At this year’s MACH exhibition at the Birmingham NEC, which has now been postponed until January 2021, Schunk had planned to demonstrate its expertise in gripping systems and clamping technology with live demonstrations of a robotic cell co-ordinated with a machining centre featuring robotic loading, unloading and measuring.
The automated machining cell would have seen components loaded into a FANUC RoboDrill machining centre from a racking system via a FANUC robot, and subsequently removed from the machining centre and loaded to a Renishaw Equator gauging system. On the bed of the FANUC RoboDrill would have been Schunk’s Vero-S zero-point clamping technology, clamping components for the machining process.
The base table of the Renishaw Equator was due to be fitted with a Schunk NSL Mini 100-2 clamping station, a compact stationary clamping system that has an area of 199 x 99 x 30 mm. Despite the compact design, the Schunk NSL Mini offers a clamping force of 1000 N, which is extended to 3,000 N with the Schunk NSL Mini Turbo variant.

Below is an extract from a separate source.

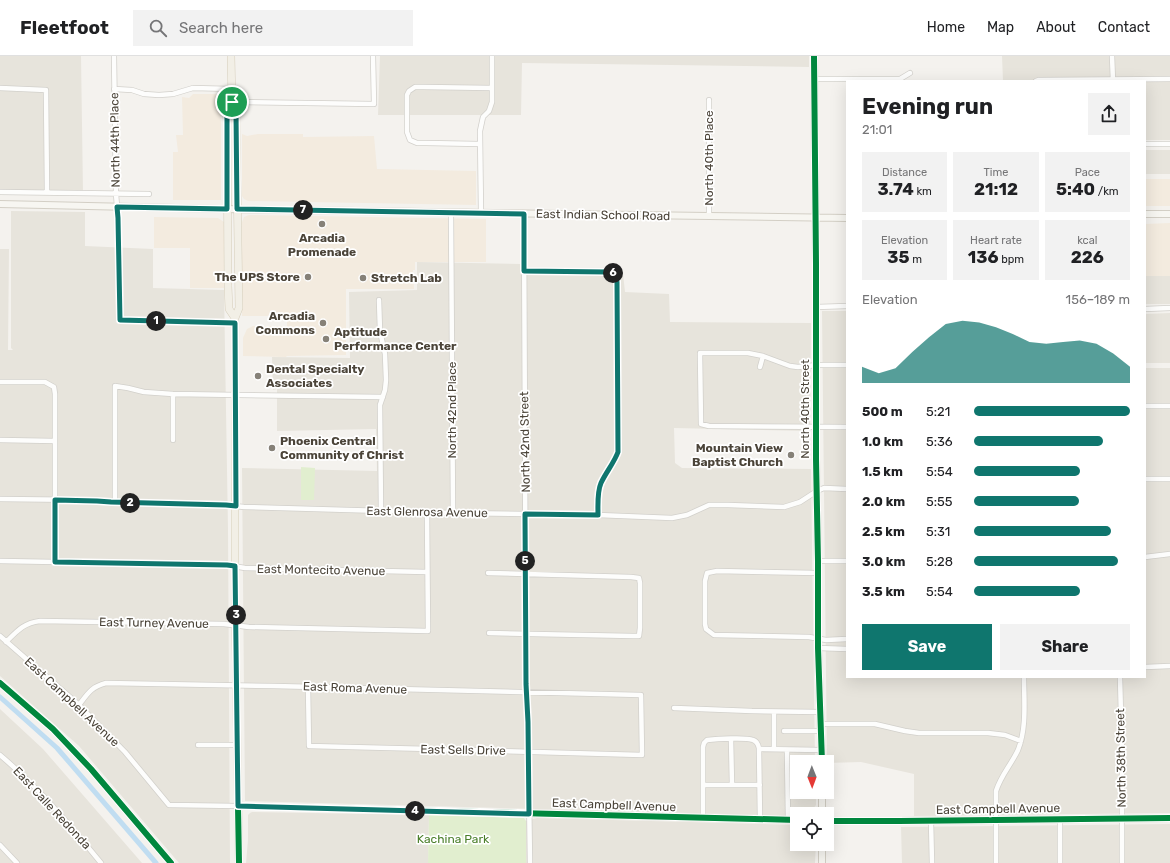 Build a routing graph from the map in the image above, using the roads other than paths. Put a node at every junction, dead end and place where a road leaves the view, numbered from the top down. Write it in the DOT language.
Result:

The multiple components in the automation cell would have been clamped in pallets all fitted with Schunk NSR robot modules. NSR is a maintenance-free robot coupling system for pallet handling that provides easy adaption to robot arms of all kinds. The compact, quick and easy-to-integrate pallet-handling system allows automated loading extremely close to the machine table, robot module and loading station. NSR robot modules can be operated with a system pressure of 6 bar, which ensures that additional pressure intensifiers are not required. From a positional and repeatability perspective, the NSR has been designed with an easy joining process that ensures a repeat accuracy of 0.005 mm.